All remote systems require high-speed, reliable, and secure communications. Ideally, all PHI is encrypted at the source before transmission by secure socket technology, and results returned encrypted to the facility to eliminate compromise during transmission. The HITECH Act now subjects vendors (who must be classed as business associates) to many of the HIPAA security and privacy requirements. Verify that the protocols used by vendors comply with the NIST guidelines.
System designs vary on the amount of local processing vs. server processing that takes place. Some systems store temporary recovery data locally in the event of communications failure to enable continued operation. Only the vendor knows for sure what is where. Include the vendor in the risk assessment and verify the security of any PHI that resides in the facility.
Steps to take
Develop, implement, and enforce a Breach Notification policy and process. This must include procedures intended to discover breaches. Remember that breaches discovered after September 23, 2009, must result in notification of individuals affected.
Update Notice of Privacy Practices to reflect changes in privacy and security policies.
Update HIPAA privacy and security policies to reflect the HITECH requirements.
Update staff training on privacy and security policies and procedures.
Expand business associate lists to include vendors and others with access to PHI.
Modify all business associate agreements to include the business associates’ increased responsibilities under HIPAA. Formerly, business associates were not included in HIPAA. Now they are directly subject to many of the HIPAA privacy and security requirements. Covered entities should verify that business associates will satisfy the new HIPAA/HITECH requirements.
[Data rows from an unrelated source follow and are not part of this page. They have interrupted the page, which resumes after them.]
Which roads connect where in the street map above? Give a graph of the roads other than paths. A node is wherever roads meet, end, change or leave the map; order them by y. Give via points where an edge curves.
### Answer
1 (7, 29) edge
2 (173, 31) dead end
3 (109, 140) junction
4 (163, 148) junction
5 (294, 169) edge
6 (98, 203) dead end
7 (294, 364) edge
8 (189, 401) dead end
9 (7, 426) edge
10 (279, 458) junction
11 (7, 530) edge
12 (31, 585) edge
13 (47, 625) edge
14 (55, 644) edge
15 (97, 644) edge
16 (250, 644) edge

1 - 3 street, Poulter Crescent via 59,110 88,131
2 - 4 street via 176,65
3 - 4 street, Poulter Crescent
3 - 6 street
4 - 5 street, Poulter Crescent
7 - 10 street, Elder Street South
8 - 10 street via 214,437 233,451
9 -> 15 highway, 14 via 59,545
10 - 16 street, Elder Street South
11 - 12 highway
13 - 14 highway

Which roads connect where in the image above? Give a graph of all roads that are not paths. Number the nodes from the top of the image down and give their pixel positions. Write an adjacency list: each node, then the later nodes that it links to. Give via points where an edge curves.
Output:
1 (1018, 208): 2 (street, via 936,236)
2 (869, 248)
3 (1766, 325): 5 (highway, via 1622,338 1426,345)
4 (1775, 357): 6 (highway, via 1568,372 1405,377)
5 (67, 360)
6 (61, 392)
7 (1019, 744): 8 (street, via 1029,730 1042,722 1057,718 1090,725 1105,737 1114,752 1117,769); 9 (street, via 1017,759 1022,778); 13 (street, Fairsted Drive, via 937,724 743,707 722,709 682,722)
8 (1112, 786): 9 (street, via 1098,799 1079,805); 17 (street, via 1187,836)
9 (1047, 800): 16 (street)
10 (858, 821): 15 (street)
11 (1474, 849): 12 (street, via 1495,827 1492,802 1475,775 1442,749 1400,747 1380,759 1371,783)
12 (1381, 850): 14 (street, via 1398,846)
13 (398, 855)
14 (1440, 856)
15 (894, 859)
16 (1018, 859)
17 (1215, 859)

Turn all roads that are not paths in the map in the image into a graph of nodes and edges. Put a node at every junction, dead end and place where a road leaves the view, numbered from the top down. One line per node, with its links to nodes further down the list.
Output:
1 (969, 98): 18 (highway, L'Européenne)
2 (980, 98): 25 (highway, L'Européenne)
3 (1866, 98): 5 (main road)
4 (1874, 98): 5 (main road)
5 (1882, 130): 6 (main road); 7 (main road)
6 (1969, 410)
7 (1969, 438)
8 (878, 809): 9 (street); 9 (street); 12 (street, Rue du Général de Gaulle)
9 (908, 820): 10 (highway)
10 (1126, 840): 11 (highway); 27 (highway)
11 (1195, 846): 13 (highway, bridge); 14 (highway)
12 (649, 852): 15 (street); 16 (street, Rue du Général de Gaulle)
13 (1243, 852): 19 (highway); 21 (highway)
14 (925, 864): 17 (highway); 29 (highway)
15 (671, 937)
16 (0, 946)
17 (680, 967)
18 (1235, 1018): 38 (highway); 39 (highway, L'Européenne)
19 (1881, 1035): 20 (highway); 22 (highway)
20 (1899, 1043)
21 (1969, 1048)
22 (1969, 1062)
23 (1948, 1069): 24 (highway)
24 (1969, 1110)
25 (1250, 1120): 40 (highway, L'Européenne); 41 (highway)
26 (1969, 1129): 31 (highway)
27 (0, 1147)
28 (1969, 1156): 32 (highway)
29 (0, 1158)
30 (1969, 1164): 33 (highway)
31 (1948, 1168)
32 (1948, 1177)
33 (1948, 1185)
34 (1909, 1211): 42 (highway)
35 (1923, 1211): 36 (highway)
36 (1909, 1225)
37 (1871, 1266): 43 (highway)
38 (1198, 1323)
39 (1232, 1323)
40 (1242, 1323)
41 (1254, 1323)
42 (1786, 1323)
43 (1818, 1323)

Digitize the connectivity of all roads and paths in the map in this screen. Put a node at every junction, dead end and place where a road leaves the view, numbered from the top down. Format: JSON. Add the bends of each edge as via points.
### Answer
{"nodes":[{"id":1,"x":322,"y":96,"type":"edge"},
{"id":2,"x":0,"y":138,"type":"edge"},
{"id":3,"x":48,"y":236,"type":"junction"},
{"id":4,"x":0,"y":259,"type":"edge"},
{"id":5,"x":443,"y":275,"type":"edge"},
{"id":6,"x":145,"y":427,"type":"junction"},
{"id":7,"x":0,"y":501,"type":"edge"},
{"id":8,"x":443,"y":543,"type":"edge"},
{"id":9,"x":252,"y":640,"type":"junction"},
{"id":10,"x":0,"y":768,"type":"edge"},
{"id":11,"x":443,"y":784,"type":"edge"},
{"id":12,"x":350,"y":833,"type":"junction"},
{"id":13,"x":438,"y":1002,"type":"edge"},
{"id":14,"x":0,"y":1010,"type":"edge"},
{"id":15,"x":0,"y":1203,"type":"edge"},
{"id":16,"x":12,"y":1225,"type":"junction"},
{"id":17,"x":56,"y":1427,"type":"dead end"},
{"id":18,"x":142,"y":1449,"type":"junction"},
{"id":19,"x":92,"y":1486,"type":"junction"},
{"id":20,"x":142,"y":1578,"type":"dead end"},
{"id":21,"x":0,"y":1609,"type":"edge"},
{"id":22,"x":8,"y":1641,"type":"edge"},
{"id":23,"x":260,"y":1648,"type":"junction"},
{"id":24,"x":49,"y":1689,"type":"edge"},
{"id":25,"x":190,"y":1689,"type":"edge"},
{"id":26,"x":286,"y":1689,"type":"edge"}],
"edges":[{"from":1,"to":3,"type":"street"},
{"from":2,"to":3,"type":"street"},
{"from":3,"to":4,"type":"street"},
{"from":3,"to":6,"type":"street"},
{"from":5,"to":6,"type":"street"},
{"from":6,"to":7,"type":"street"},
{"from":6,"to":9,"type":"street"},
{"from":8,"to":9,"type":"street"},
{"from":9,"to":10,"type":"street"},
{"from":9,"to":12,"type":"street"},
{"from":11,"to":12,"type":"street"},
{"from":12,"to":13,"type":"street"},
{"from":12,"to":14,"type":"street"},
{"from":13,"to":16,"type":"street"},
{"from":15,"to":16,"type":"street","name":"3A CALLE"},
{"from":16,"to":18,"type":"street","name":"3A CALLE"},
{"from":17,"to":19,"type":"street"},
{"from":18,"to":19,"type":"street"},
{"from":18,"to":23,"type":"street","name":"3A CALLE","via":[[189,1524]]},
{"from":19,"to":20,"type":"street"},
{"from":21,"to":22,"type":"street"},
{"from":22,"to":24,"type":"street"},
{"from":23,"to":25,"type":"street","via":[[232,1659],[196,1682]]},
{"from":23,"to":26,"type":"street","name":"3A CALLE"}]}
Consider specifying that the business associate agrees to meet the NIST guidelines by a specific date, and then get assurances in writing on that date that their systems comply with those guidelines
Perform a new in-depth risk analysis of all locations of PHI at rest and in use for the covered entity. Remember that paper derived or generated from computer sources must be handled as PHI and protected and/or destroyed in accordance with NIST guidelines.
Several vendors of nursing home computer systems are based outside of the United States. Recommend facilities verify with legal counsel that the contracts with business associates based outside of the United States contain appropriate language regarding compliance and responsibility for protecting PHI according to HIPAA and HITECH standards to protect the facility in the event of a breach.
Cost of compliance or not
Complying with the HITECH requirements of the stimulus bill requires effort and will affect operations. Systems may have to be replaced, remote support may be more complicated, and administrative and staff time will be consumed. Not complying may result in breaches of personal information leading to identity theft and significant additional costs and embarrassment to the facility or agency that chooses not to comply. Doing nothing is not an option: Willful neglect carries the most severe penalties.
Disclaimer: The issues raised in this article have serious implications for providers of long-term care (covered entities) and their business partners (vendors). We strongly recommend obtaining competent legal counsel regarding these issues and assessing/mitigating the attendant risks. Some states have additional requirements that may also need to be met. This article is not to be relied upon as legal advice.